Well, this was me and to be honest, I was a little excited! Could I be pregnant? Is this the beginning of morning sickness?
I went as far as peeing on the pregnancy stick to see if I was… Reading the instructions I knew I would have to wait 2 minutes before I would see any results, and yet as soon as I looked at it- there was a huge ” – ” on the screen, definitely not pregnant.
My heart dropped. Feeling a bit let down. After all… I had actually hoped that maybe… possibly…
Guess I have just had a bad case of something… but it’s not a baby.
What’s so interesting to me through this is the fact that my husband and I have already openly discussed how we are both focusing on our business ventures to become more consistent in our incomes and that we aren’t ‘trying’.

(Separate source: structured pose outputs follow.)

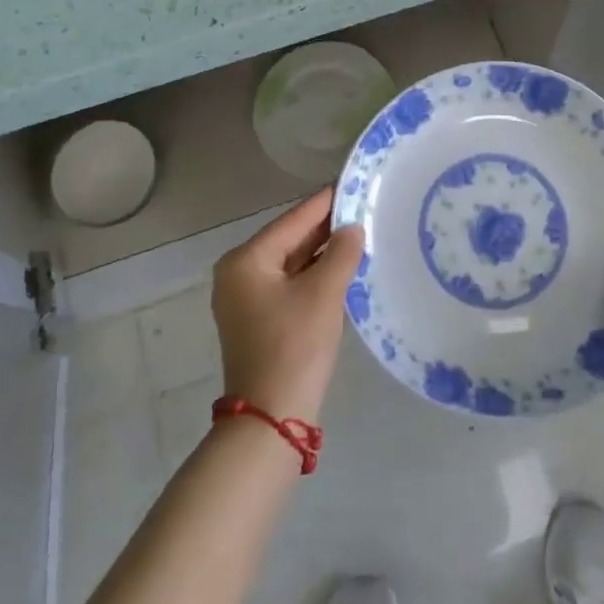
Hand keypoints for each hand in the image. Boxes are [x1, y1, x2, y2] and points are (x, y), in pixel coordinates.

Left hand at [211, 187, 364, 426]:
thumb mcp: (323, 294)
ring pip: (291, 262)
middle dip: (326, 227)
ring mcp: (245, 298)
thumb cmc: (294, 347)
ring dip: (323, 252)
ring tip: (360, 232)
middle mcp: (239, 273)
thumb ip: (341, 253)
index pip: (293, 220)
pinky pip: (290, 283)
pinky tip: (343, 267)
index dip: (326, 202)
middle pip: (290, 239)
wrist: (271, 419)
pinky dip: (314, 275)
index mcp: (246, 260)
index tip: (353, 183)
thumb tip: (353, 228)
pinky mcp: (258, 319)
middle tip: (364, 208)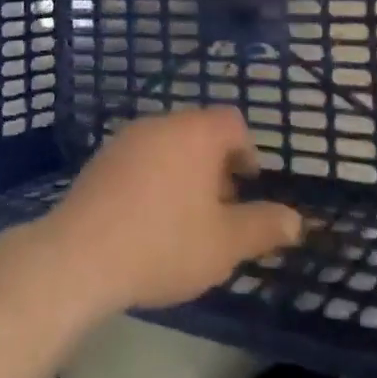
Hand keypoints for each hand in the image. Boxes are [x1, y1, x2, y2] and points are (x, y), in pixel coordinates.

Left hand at [0, 106, 303, 316]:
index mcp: (195, 133)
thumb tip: (296, 219)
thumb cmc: (165, 243)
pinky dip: (154, 177)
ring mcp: (125, 139)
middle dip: (216, 165)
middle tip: (221, 208)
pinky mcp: (100, 160)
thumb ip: (264, 226)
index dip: (248, 151)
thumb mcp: (225, 243)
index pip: (232, 122)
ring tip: (186, 219)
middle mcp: (160, 124)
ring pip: (168, 144)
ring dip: (185, 172)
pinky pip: (140, 158)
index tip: (248, 187)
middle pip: (199, 131)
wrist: (80, 255)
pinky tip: (149, 220)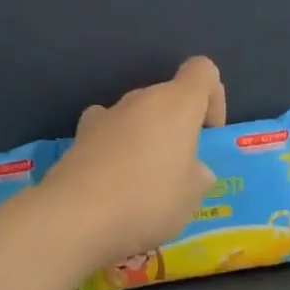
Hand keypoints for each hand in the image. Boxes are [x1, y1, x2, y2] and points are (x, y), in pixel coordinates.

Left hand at [44, 57, 226, 273]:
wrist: (76, 218)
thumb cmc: (149, 200)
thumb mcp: (192, 197)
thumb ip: (198, 176)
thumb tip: (192, 170)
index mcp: (177, 104)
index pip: (202, 71)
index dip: (213, 97)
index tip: (208, 135)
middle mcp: (140, 100)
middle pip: (167, 98)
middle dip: (177, 128)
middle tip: (179, 171)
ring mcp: (104, 116)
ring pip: (136, 117)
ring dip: (145, 140)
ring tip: (143, 184)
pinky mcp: (78, 138)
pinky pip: (108, 136)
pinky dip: (114, 152)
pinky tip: (112, 184)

But what does ‘not trying’ mean when you’re married and wanting to have a family?
Is it just a mental game we play with ourselves to convince us not to obsess about something, when we have no control over it? Is it a way to distract ourselves so we don’t get worried about why things aren’t happening? Maybe it’s just a way for me to keep my head on straight and not get too over-worked and analytical about, everything.
I’ll be honest (again) with you. I would love to become pregnant because that would mean we would start our family! Yet, I’m terribly scared for many reasons, but these 2 are pretty clear.
- I am wanting to grow my business to be my full-time focus and for it to bring in clients on a consistent basis and this takes a ton of time and energy. It’s kinda like it’s own baby in some ways. (Is this selfish?)
- I am scared about what becoming pregnant and having a baby will do for my life as I know it today. Everything will change, I won’t have my daily routine as it is today, I will be living for more than just my husband and me. I will become a mom and take on the realities of ALL this entails.
So I’m kinda stuck in the in between. Although we have been ‘trying’ for 1.5 years… I do feel God is continuing to work on the two of us. We have had a lot of great discussions and I have become more aware of my fears. Little by slow, I’m working through them and am seeing my thoughts and perspectives change and my heart soften.
Currently, I’ve been hanging out with my nephews quite a bit! This is Griffin, he’s 4 months old and his big brother Cooper is almost 5 years! I’ve spend long days with these guys and it’s certainly given me a great appreciation for parents and the sacrifice it is to be a hands-on parent.
My hubby and I are being prepared for a life change, and to help us remember that we are not in control and that He is the giver of life.
“Wait quietly in my presence while My thoughts form silently in the depths of your being.” Jesus Calling
My desire is to surrender my thoughts, ideas, plans, timing, worries, unknowns to God and sit quietly in His presence.